For modulo, I find the following simplest. It doesn't matter what the implementation's sign convention is, we just coerce the result to the sign we want:
r = n % a;
if (r < 0) r += a;
Obviously that's for positive a. For negative a you need:
r = n % a;
if (r > 0) r += a;
Which (perhaps a little confusingly) combines to give the following (in C++. In C do the same thing with int, and then tediously write a duplicate for long long):
template<typename T> T sign(T t) { return t > T(0) ? T(1) : T(-1); }
template<typename T> T py_mod(T n, T a) {
T r = n % a;
if (r * sign(a) < T(0)) r += a;
return r;
}
We can use a cheapskate two-valued "sign" function because we already know a!=0, or the % would be undefined.

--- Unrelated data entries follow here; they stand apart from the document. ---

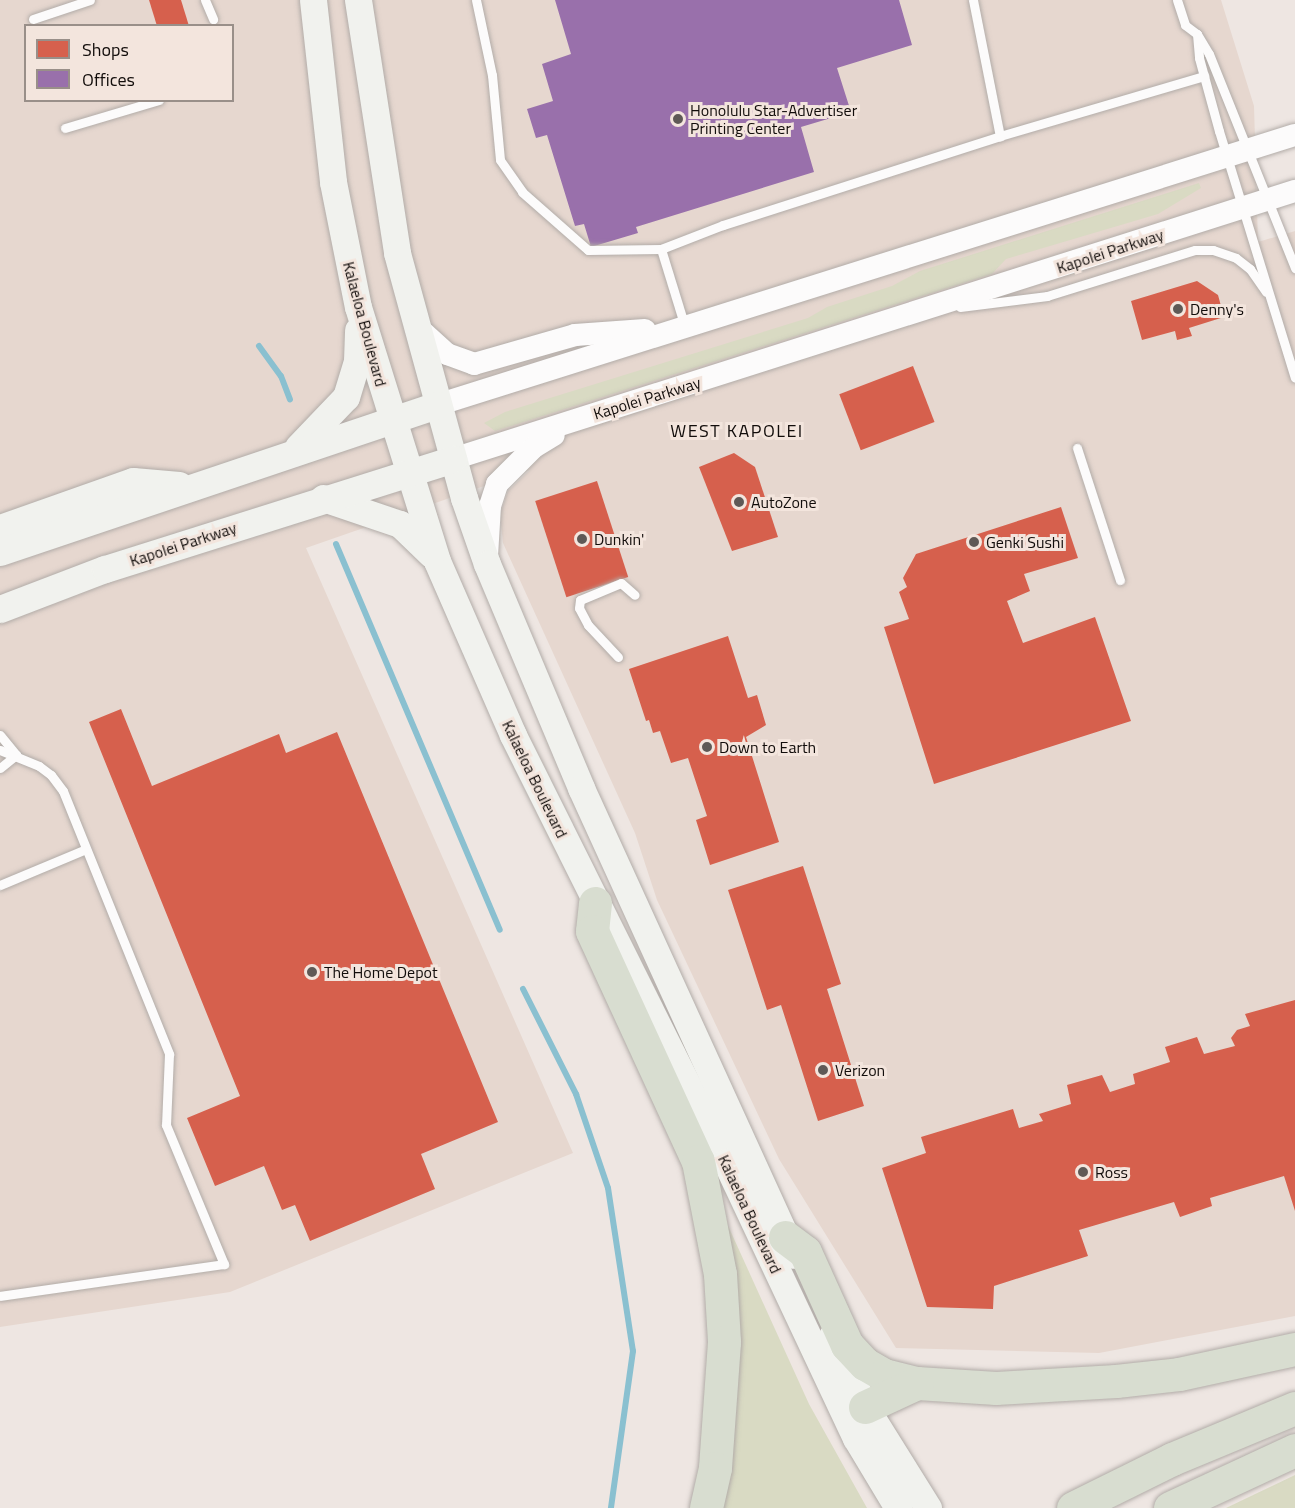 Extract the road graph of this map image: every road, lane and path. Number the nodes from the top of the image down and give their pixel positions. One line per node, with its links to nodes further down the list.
1 (90, 0): 8 (lane)
2 (205, 0): 9 (lane)
3 (313, 0): 24 (main road, Kalaeloa Boulevard)
4 (358, 0): 26 (main road, Kalaeloa Boulevard)
5 (476, 0): 21 (lane)
6 (973, 0): 15 (lane)
7 (1177, 0): 10 (lane)
8 (33, 19)
9 (213, 19)
10 (1197, 34): 11 (lane); 16 (lane)
11 (1204, 76): 15 (lane); 17 (lane)
12 (152, 102): 13 (lane)
13 (65, 128)
14 (1295, 135): 16 (street)
15 (1000, 136): 21 (lane)
16 (1250, 149): 17 (street); 19 (lane)
17 (1227, 157): 20 (lane); 27 (street)
18 (1295, 191): 19 (street, Kapolei Parkway)
19 (1268, 200): 20 (street, Kapolei Parkway); 22 (lane)
20 (1241, 209): 23 (lane); 25 (street, Kapolei Parkway)
21 (661, 249): 27 (lane)
22 (1295, 268)
23 (1266, 292): 25 (lane); 28 (lane)
24 (358, 307): 31 (main road, Kalaeloa Boulevard); 33 (main road)
25 (916, 313): 30 (street, Kapolei Parkway)
26 (414, 324): 27 (street); 29 (main road, Kalaeloa Boulevard)
27 (685, 327): 29 (street)
28 (1295, 378)
29 (437, 405): 31 (main road); 34 (main road, Kalaeloa Boulevard)
30 (584, 417): 34 (street, Kapolei Parkway); 41 (street)
31 (392, 419): 33 (main road); 35 (main road, Kalaeloa Boulevard)
32 (1077, 448): 42 (lane)
33 (291, 454): 36 (main road)
34 (453, 459): 35 (main road, Kapolei Parkway); 41 (main road, Kalaeloa Boulevard)
35 (408, 472): 37 (main road, Kapolei Parkway); 40 (main road, Kalaeloa Boulevard)
36 (189, 486): 38 (main road); 39 (main road)
37 (323, 498): 40 (main road); 44 (main road, Kapolei Parkway)
38 (0, 528)
39 (0, 552)
40 (437, 561): 52 (main road, Kalaeloa Boulevard)
41 (487, 564): 53 (main road, Kalaeloa Boulevard)
42 (1120, 580)
43 (635, 595): 45 (lane)
44 (0, 609)
45 (618, 657)
46 (0, 735): 48 (lane)
47 (0, 750): 48 (lane)
48 (16, 754): 49 (lane); 50 (lane)
49 (0, 768)
50 (86, 849): 51 (lane); 54 (lane)
51 (0, 885)
52 (595, 903): 60 (highway); 61 (main road, Kalaeloa Boulevard)
53 (785, 1237): 56 (highway); 57 (main road, Kalaeloa Boulevard)
54 (0, 1296)
55 (1295, 1349): 56 (highway)
56 (917, 1383): 57 (highway)
57 (866, 1407): 62 (main road, Kalaeloa Boulevard)
58 (1295, 1408): 63 (highway)
59 (1295, 1450): 64 (highway)
60 (706, 1508)
61 (898, 1508)
62 (928, 1508)
63 (1073, 1508)
64 (1170, 1508)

Applying the same principle to division (look at the output rather than the input):
q = n / a;
// assuming round-toward-zero
if ((q < 0) && (q * a != n)) --q;
The multiplications arguably could be more expensive than necessary, but can be micro-optimised later on a per-architecture basis if need be. For instance if you have a division op that gives you quotient and remainder, then you're sorted for division.
[Edit: there might be some edge cases where this goes wrong, for instance if the quotient or the remainder is INT_MAX or INT_MIN. But emulating python maths for large values is a whole other question anyway ;-)]
[Another edit: isn't the standard python implementation written in C? You could trawl the source for what they do]